During all three stages, they measured the temperature of the foot and the energy the tissue absorbed (called the Energy Dissipation Ratio, or EDR).

The Findings: What Happened?

Here is what the "smart stethoscope" found, using some simple metaphors:

1. The "Overheating Engine" (Temperature)

  • The Healthy Foot: When healthy people walked, their feet got a little warm (like a car engine warming up), but they cooled down pretty quickly once they stopped.
  • The Diabetic Foot: When people with diabetes walked, their feet got significantly hotter, especially at the heel. Even after resting, their feet stayed warmer than the healthy group.
  • The Analogy: Imagine two cars driving for 15 minutes. The healthy car has a good cooling system and returns to normal temperature quickly. The diabetic car has a clogged radiator; it gets hotter faster and stays hot for a long time after the engine is off. This "stuck heat" suggests the tissue is inflamed or struggling to circulate blood properly.

2. The "Sticky Sponge" (Energy Dissipation)

  • The Concept: When you squeeze a sponge, some energy bounces back (elastic), and some is lost as heat (dissipated).
  • The Healthy Foot: Their tissues were like a bouncy rubber ball. They absorbed energy efficiently and bounced back well.
  • The Diabetic Foot: Their tissues, especially at the ball of the foot, acted more like a sticky, water-logged sponge. They absorbed more energy (dissipated it) rather than bouncing back.
  • The Twist: Interestingly, after walking, both groups' tissues got "tired" and lost some of their bounce (energy dissipation went down). However, the healthy group bounced back to normal quickly after resting. The diabetic group stayed "tired" and didn't recover their bounce as well.
  • The Analogy: Think of a trampoline. A healthy trampoline springs back perfectly after you jump. A diabetic trampoline is like one that has been used too much; it sags a bit more and takes longer to return to its original shape.

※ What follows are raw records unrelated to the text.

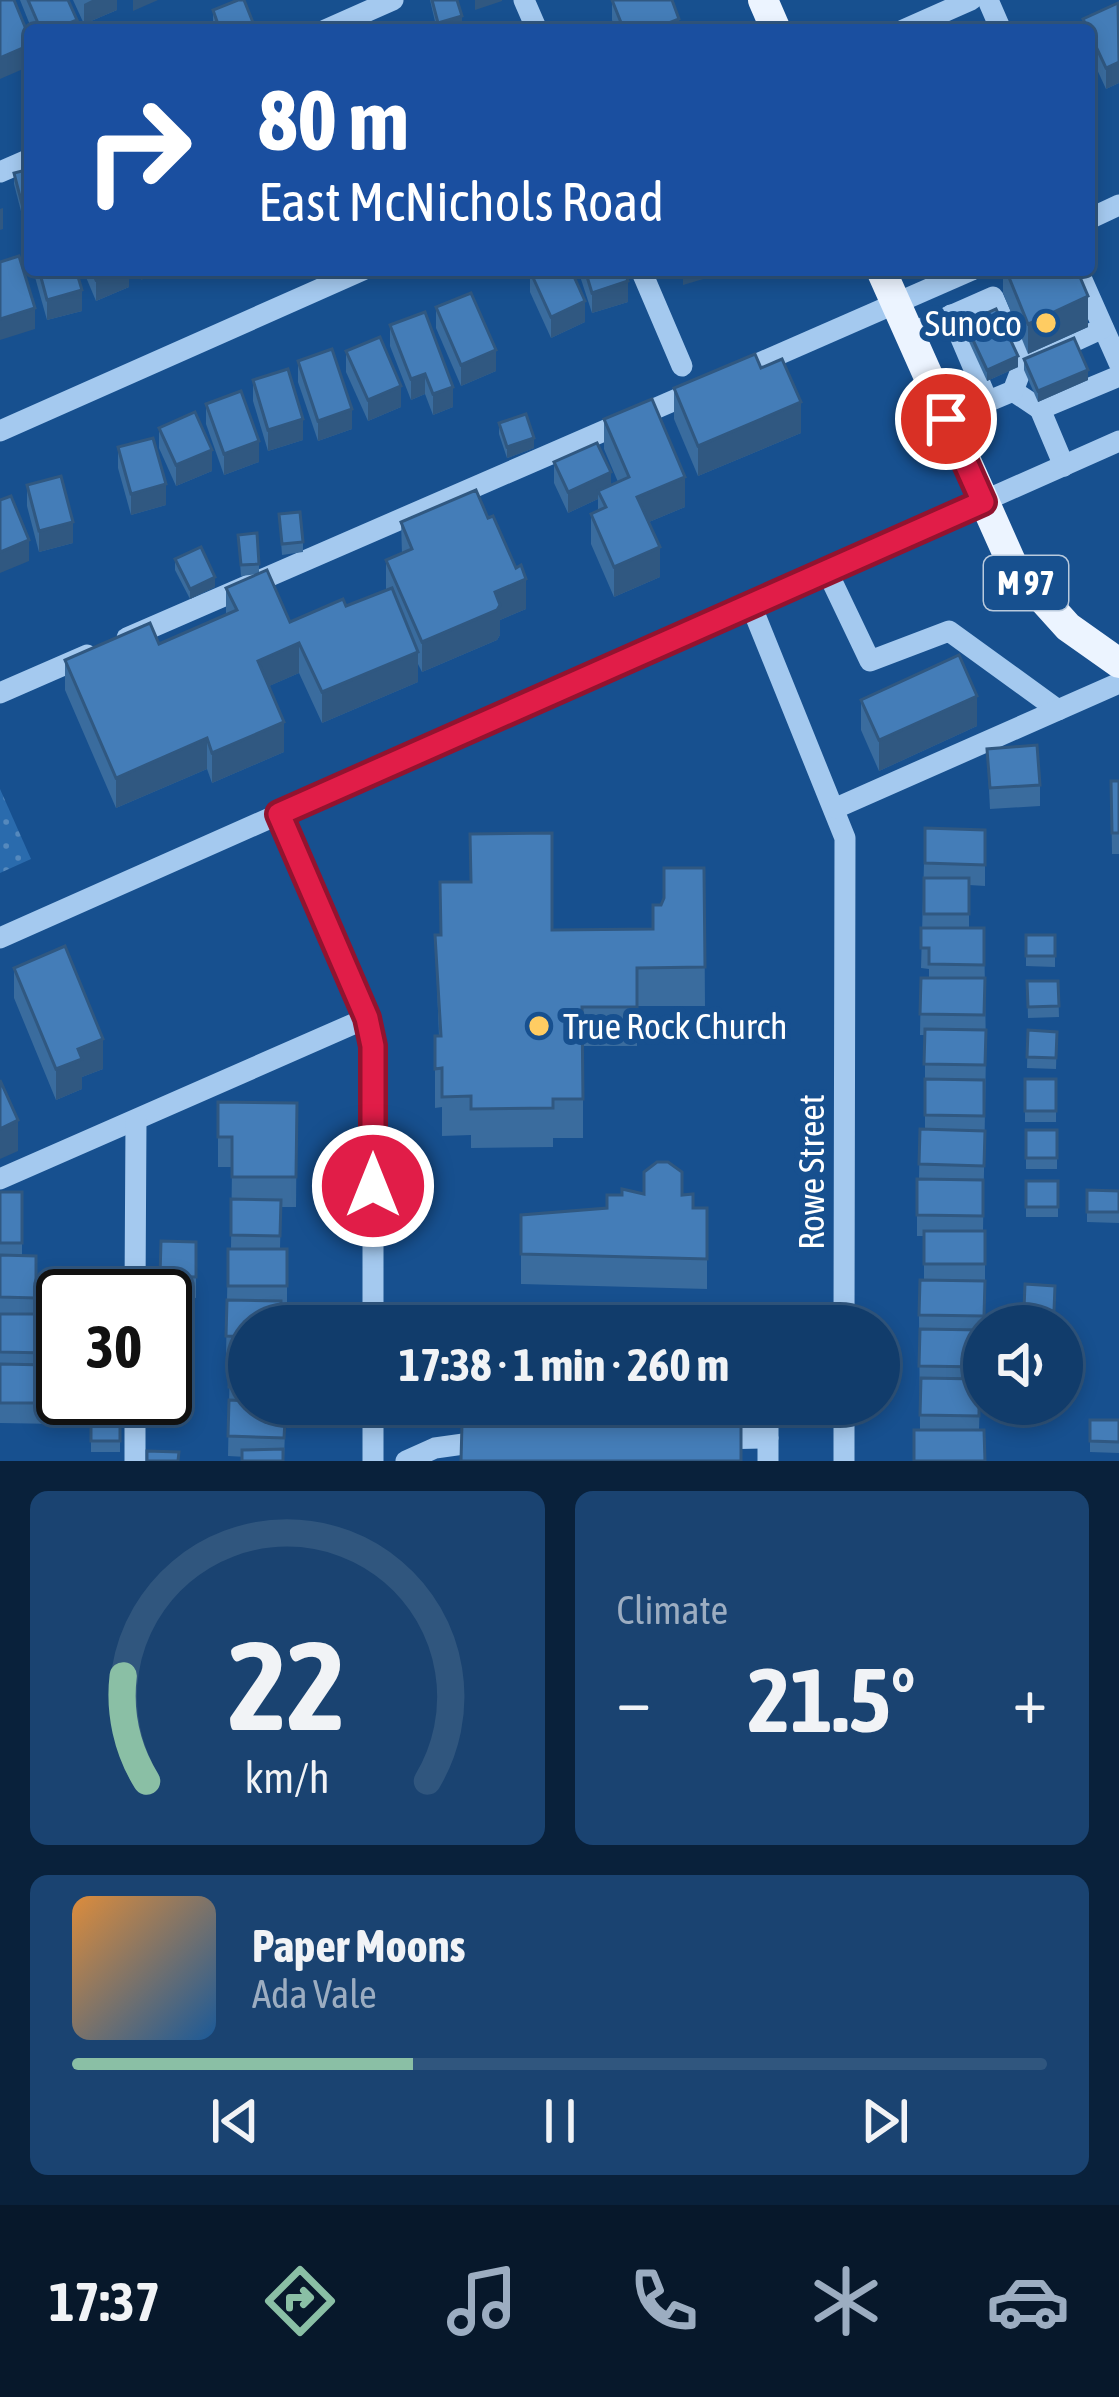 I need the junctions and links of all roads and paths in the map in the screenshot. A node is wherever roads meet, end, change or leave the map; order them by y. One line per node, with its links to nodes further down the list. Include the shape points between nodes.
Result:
1 (393, 0): 3 (street)
2 (971, 0): 4 (street)
3 (339, 24)
4 (917, 24)
5 (349, 276): 22 (street)
6 (643, 276): 16 (street)
7 (884, 276): 10 (main road, M 97)
8 (959, 276): 10 (street)
9 (1080, 276): 12 (street)
10 (896, 304): 13 (main road, M 97); 30 (street)
11 (951, 316): 13 (street); 15 (street, via 993,297); 19 (street)
12 (1103, 328): 14 (street); 15 (street)
13 (909, 334): 21 (main road, M 97)
14 (1119, 363)
15 (1023, 365): 18 (street)
16 (682, 366)
17 (1119, 376): 20 (street)
18 (1013, 392): 19 (street); 20 (street)
19 (988, 402): 21 (street)
20 (1040, 409): 24 (street)
21 (946, 419): 25 (main road, M 97)
22 (0, 431)
23 (1119, 441): 24 (street)
24 (1064, 466): 25 (street)
25 (983, 502): 26 (street); 28 (main road, M 97, via 1032,591)
26 (827, 572): 27 (street); 31 (street, via 870,661 949,631)
27 (751, 605): 32 (street, Rowe Street); 33 (street)
28 (1119, 664)
29 (1119, 683): 31 (street)
30 (0, 693)
31 (1058, 710): 32 (street)
32 (836, 808): 40 (street, Rowe Street, via 844,838)
33 (279, 814): 34 (street); 35 (street)
34 (0, 938)
35 (367, 1018): 36 (street); 39 (street)
36 (136, 1120): 37 (street); 38 (street)
37 (0, 1179)
38 (135, 1269)
39 (373, 1305)
40 (844, 1305)
41 (135, 1425): 49 (street)
42 (373, 1425): 50 (street)
43 (612, 1425): 46 (street)
44 (844, 1425): 52 (street)
45 (701, 1439): 48 (street)
46 (612, 1440)
47 (506, 1441): 51 (street, via 464,1441)
48 (768, 1450)
49 (135, 1461)
50 (373, 1461)
51 (406, 1461)
52 (844, 1461)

3. The "Sideways Slip" (Shear Force)

  • The study found that the foot's tissues react much more dramatically to sideways forces (shear) than just straight-down pressure.
  • The Analogy: If you push a block of jelly straight down, it squishes. If you push it sideways, it slides and stretches. The study showed that the diabetic foot's "jelly" is much more sensitive to that sideways sliding, which is a major cause of skin breakdown and ulcers.

Why Does This Matter?

This study changes the way we might think about preventing foot ulcers:

  1. It's Not Just About Pressure: We used to think ulcers were caused only by high pressure (standing on a rock). This study shows that heat and recovery time are huge clues. If your foot stays hot and "tired" after a short walk, it's a warning sign.
  2. The "Hidden" Damage: Even if a person with diabetes walks normally and doesn't feel pain (because of nerve damage), their tissues are working harder, heating up more, and failing to recover. They are accumulating "micro-damage" with every step.
  3. New Prevention Strategies: Instead of just telling people to "walk less," doctors might need to focus on:
    • Cooling: Helping the feet cool down faster.
    • Recovery: Giving feet more time to rest between activities.
    • Shear Protection: Using socks or shoes that stop the foot from sliding inside the shoe (reducing that sideways friction).

The Bottom Line

The researchers built a cool new tool that proved diabetic feet are like overheated, slow-to-recover shock absorbers. They get hotter than healthy feet when you walk, and they take longer to cool down and "bounce back."

This study is a "pilot" (a small test run), so they need to test more people to be 100% sure. But the message is clear: To keep diabetic feet safe, we need to watch not just how hard they are pressed, but how hot they get and how well they recover after a day's walk.